Record excerpts →
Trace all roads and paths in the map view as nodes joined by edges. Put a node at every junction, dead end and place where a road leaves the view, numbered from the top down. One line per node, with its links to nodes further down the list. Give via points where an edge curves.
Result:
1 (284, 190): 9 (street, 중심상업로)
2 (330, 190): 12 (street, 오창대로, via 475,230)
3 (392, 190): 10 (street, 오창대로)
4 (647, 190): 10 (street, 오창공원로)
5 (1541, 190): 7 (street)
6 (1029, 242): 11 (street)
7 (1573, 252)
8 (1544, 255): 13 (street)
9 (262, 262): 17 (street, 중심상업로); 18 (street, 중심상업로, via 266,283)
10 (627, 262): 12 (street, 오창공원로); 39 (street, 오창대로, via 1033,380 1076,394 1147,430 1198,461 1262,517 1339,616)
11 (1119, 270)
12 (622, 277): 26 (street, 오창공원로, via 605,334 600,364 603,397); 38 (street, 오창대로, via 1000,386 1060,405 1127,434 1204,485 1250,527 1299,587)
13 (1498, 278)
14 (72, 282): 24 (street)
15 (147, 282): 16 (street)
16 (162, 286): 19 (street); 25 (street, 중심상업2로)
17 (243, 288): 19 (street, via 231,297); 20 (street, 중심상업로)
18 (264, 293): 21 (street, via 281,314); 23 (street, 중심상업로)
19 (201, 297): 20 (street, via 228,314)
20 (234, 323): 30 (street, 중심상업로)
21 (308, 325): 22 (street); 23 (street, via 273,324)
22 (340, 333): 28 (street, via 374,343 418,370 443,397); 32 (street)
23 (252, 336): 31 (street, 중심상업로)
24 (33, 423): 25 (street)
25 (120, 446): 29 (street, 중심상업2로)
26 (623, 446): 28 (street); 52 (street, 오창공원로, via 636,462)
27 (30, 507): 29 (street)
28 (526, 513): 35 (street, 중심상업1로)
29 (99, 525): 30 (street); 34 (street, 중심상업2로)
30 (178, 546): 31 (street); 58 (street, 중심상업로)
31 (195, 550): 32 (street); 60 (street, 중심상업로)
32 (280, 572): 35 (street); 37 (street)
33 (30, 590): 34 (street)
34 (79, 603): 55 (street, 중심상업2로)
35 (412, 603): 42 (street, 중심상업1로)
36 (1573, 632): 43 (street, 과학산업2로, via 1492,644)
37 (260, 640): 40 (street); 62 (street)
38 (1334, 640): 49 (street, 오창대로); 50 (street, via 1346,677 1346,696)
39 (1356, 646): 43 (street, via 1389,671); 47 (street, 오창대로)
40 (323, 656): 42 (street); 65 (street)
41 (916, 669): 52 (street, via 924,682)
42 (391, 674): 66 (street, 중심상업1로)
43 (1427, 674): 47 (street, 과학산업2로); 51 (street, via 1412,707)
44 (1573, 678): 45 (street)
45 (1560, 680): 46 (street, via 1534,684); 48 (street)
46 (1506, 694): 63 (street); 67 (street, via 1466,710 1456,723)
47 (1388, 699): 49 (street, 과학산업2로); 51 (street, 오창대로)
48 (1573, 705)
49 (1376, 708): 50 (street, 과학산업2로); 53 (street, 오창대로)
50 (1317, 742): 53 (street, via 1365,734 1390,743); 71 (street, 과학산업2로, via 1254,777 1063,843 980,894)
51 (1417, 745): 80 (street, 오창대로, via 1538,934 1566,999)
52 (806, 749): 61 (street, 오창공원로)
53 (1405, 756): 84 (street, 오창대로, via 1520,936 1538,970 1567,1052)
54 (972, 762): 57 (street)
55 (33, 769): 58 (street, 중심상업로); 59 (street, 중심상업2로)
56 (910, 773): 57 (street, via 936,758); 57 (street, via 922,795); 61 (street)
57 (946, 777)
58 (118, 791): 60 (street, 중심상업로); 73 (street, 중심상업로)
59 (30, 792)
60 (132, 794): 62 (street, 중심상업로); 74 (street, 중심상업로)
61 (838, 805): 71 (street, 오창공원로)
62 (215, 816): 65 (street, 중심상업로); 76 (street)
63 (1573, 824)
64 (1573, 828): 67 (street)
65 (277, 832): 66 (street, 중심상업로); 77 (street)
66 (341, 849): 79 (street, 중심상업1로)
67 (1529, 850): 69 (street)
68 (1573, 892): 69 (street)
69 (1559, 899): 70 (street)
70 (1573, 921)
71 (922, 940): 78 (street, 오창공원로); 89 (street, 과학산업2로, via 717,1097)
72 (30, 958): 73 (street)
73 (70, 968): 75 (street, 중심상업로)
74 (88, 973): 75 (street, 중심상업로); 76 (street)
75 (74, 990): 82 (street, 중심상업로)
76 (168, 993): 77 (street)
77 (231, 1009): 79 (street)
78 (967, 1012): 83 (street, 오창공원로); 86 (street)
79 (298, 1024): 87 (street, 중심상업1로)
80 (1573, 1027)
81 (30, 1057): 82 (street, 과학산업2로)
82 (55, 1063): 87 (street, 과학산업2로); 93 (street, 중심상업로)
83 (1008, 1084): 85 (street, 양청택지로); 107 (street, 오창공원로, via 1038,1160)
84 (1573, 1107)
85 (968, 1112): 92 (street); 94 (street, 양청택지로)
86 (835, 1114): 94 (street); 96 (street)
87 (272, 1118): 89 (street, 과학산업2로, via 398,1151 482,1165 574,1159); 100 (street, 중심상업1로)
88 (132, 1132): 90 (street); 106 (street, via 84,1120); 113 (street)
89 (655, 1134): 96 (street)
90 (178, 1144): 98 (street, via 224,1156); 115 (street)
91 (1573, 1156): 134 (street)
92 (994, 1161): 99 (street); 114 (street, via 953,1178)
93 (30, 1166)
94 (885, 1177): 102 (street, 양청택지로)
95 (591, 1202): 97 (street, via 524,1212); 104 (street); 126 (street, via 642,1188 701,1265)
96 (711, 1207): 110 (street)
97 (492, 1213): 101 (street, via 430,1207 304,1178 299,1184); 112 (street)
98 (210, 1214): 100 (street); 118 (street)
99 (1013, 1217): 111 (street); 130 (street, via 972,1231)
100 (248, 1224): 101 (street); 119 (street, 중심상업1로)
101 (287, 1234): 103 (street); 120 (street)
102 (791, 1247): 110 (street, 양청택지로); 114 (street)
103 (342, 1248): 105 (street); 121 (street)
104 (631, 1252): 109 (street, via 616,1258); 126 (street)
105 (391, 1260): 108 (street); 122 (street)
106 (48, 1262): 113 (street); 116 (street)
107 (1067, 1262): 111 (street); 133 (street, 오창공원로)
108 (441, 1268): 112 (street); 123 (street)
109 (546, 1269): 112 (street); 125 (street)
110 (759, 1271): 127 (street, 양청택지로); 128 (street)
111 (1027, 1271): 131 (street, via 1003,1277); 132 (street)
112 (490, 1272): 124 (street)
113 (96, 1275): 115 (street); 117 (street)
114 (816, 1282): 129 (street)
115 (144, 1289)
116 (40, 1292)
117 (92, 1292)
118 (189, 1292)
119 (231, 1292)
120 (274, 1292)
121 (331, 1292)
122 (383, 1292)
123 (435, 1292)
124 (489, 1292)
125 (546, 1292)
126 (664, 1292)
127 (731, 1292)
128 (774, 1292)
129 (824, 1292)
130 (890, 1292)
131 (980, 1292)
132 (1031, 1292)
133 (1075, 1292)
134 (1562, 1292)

Assignment → Give back the full listing, exactly as it stands.

Task solution →
Trace all roads and paths in the map view as nodes joined by edges. Put a node at every junction, dead end and place where a road leaves the view, numbered from the top down. One line per node, with its links to nodes further down the list. Give via points where an edge curves.
Result:
1 (284, 190): 9 (street, 중심상업로)
2 (330, 190): 12 (street, 오창대로, via 475,230)
3 (392, 190): 10 (street, 오창대로)
4 (647, 190): 10 (street, 오창공원로)
5 (1541, 190): 7 (street)
6 (1029, 242): 11 (street)
7 (1573, 252)
8 (1544, 255): 13 (street)
9 (262, 262): 17 (street, 중심상업로); 18 (street, 중심상업로, via 266,283)
10 (627, 262): 12 (street, 오창공원로); 39 (street, 오창대로, via 1033,380 1076,394 1147,430 1198,461 1262,517 1339,616)
11 (1119, 270)
12 (622, 277): 26 (street, 오창공원로, via 605,334 600,364 603,397); 38 (street, 오창대로, via 1000,386 1060,405 1127,434 1204,485 1250,527 1299,587)
13 (1498, 278)
14 (72, 282): 24 (street)
15 (147, 282): 16 (street)
16 (162, 286): 19 (street); 25 (street, 중심상업2로)
17 (243, 288): 19 (street, via 231,297); 20 (street, 중심상업로)
18 (264, 293): 21 (street, via 281,314); 23 (street, 중심상업로)
19 (201, 297): 20 (street, via 228,314)
20 (234, 323): 30 (street, 중심상업로)
21 (308, 325): 22 (street); 23 (street, via 273,324)
22 (340, 333): 28 (street, via 374,343 418,370 443,397); 32 (street)
23 (252, 336): 31 (street, 중심상업로)
24 (33, 423): 25 (street)
25 (120, 446): 29 (street, 중심상업2로)
26 (623, 446): 28 (street); 52 (street, 오창공원로, via 636,462)
27 (30, 507): 29 (street)
28 (526, 513): 35 (street, 중심상업1로)
29 (99, 525): 30 (street); 34 (street, 중심상업2로)
30 (178, 546): 31 (street); 58 (street, 중심상업로)
31 (195, 550): 32 (street); 60 (street, 중심상업로)
32 (280, 572): 35 (street); 37 (street)
33 (30, 590): 34 (street)
34 (79, 603): 55 (street, 중심상업2로)
35 (412, 603): 42 (street, 중심상업1로)
36 (1573, 632): 43 (street, 과학산업2로, via 1492,644)
37 (260, 640): 40 (street); 62 (street)
38 (1334, 640): 49 (street, 오창대로); 50 (street, via 1346,677 1346,696)
39 (1356, 646): 43 (street, via 1389,671); 47 (street, 오창대로)
40 (323, 656): 42 (street); 65 (street)
41 (916, 669): 52 (street, via 924,682)
42 (391, 674): 66 (street, 중심상업1로)
43 (1427, 674): 47 (street, 과학산업2로); 51 (street, via 1412,707)
44 (1573, 678): 45 (street)
45 (1560, 680): 46 (street, via 1534,684); 48 (street)
46 (1506, 694): 63 (street); 67 (street, via 1466,710 1456,723)
47 (1388, 699): 49 (street, 과학산업2로); 51 (street, 오창대로)
48 (1573, 705)
49 (1376, 708): 50 (street, 과학산업2로); 53 (street, 오창대로)
50 (1317, 742): 53 (street, via 1365,734 1390,743); 71 (street, 과학산업2로, via 1254,777 1063,843 980,894)
51 (1417, 745): 80 (street, 오창대로, via 1538,934 1566,999)
52 (806, 749): 61 (street, 오창공원로)
53 (1405, 756): 84 (street, 오창대로, via 1520,936 1538,970 1567,1052)
54 (972, 762): 57 (street)
55 (33, 769): 58 (street, 중심상업로); 59 (street, 중심상업2로)
56 (910, 773): 57 (street, via 936,758); 57 (street, via 922,795); 61 (street)
57 (946, 777)
58 (118, 791): 60 (street, 중심상업로); 73 (street, 중심상업로)
59 (30, 792)
60 (132, 794): 62 (street, 중심상업로); 74 (street, 중심상업로)
61 (838, 805): 71 (street, 오창공원로)
62 (215, 816): 65 (street, 중심상업로); 76 (street)
63 (1573, 824)
64 (1573, 828): 67 (street)
65 (277, 832): 66 (street, 중심상업로); 77 (street)
66 (341, 849): 79 (street, 중심상업1로)
67 (1529, 850): 69 (street)
68 (1573, 892): 69 (street)
69 (1559, 899): 70 (street)
70 (1573, 921)
71 (922, 940): 78 (street, 오창공원로); 89 (street, 과학산업2로, via 717,1097)
72 (30, 958): 73 (street)
73 (70, 968): 75 (street, 중심상업로)
74 (88, 973): 75 (street, 중심상업로); 76 (street)
75 (74, 990): 82 (street, 중심상업로)
76 (168, 993): 77 (street)
77 (231, 1009): 79 (street)
78 (967, 1012): 83 (street, 오창공원로); 86 (street)
79 (298, 1024): 87 (street, 중심상업1로)
80 (1573, 1027)
81 (30, 1057): 82 (street, 과학산업2로)
82 (55, 1063): 87 (street, 과학산업2로); 93 (street, 중심상업로)
83 (1008, 1084): 85 (street, 양청택지로); 107 (street, 오창공원로, via 1038,1160)
84 (1573, 1107)
85 (968, 1112): 92 (street); 94 (street, 양청택지로)
86 (835, 1114): 94 (street); 96 (street)
87 (272, 1118): 89 (street, 과학산업2로, via 398,1151 482,1165 574,1159); 100 (street, 중심상업1로)
88 (132, 1132): 90 (street); 106 (street, via 84,1120); 113 (street)
89 (655, 1134): 96 (street)
90 (178, 1144): 98 (street, via 224,1156); 115 (street)
91 (1573, 1156): 134 (street)
92 (994, 1161): 99 (street); 114 (street, via 953,1178)
93 (30, 1166)
94 (885, 1177): 102 (street, 양청택지로)
95 (591, 1202): 97 (street, via 524,1212); 104 (street); 126 (street, via 642,1188 701,1265)
96 (711, 1207): 110 (street)
97 (492, 1213): 101 (street, via 430,1207 304,1178 299,1184); 112 (street)
98 (210, 1214): 100 (street); 118 (street)
99 (1013, 1217): 111 (street); 130 (street, via 972,1231)
100 (248, 1224): 101 (street); 119 (street, 중심상업1로)
101 (287, 1234): 103 (street); 120 (street)
102 (791, 1247): 110 (street, 양청택지로); 114 (street)
103 (342, 1248): 105 (street); 121 (street)
104 (631, 1252): 109 (street, via 616,1258); 126 (street)
105 (391, 1260): 108 (street); 122 (street)
106 (48, 1262): 113 (street); 116 (street)
107 (1067, 1262): 111 (street); 133 (street, 오창공원로)
108 (441, 1268): 112 (street); 123 (street)
109 (546, 1269): 112 (street); 125 (street)
110 (759, 1271): 127 (street, 양청택지로); 128 (street)
111 (1027, 1271): 131 (street, via 1003,1277); 132 (street)
112 (490, 1272): 124 (street)
113 (96, 1275): 115 (street); 117 (street)
114 (816, 1282): 129 (street)
115 (144, 1289)
116 (40, 1292)
117 (92, 1292)
118 (189, 1292)
119 (231, 1292)
120 (274, 1292)
121 (331, 1292)
122 (383, 1292)
123 (435, 1292)
124 (489, 1292)
125 (546, 1292)
126 (664, 1292)
127 (731, 1292)
128 (774, 1292)
129 (824, 1292)
130 (890, 1292)
131 (980, 1292)
132 (1031, 1292)
133 (1075, 1292)
134 (1562, 1292)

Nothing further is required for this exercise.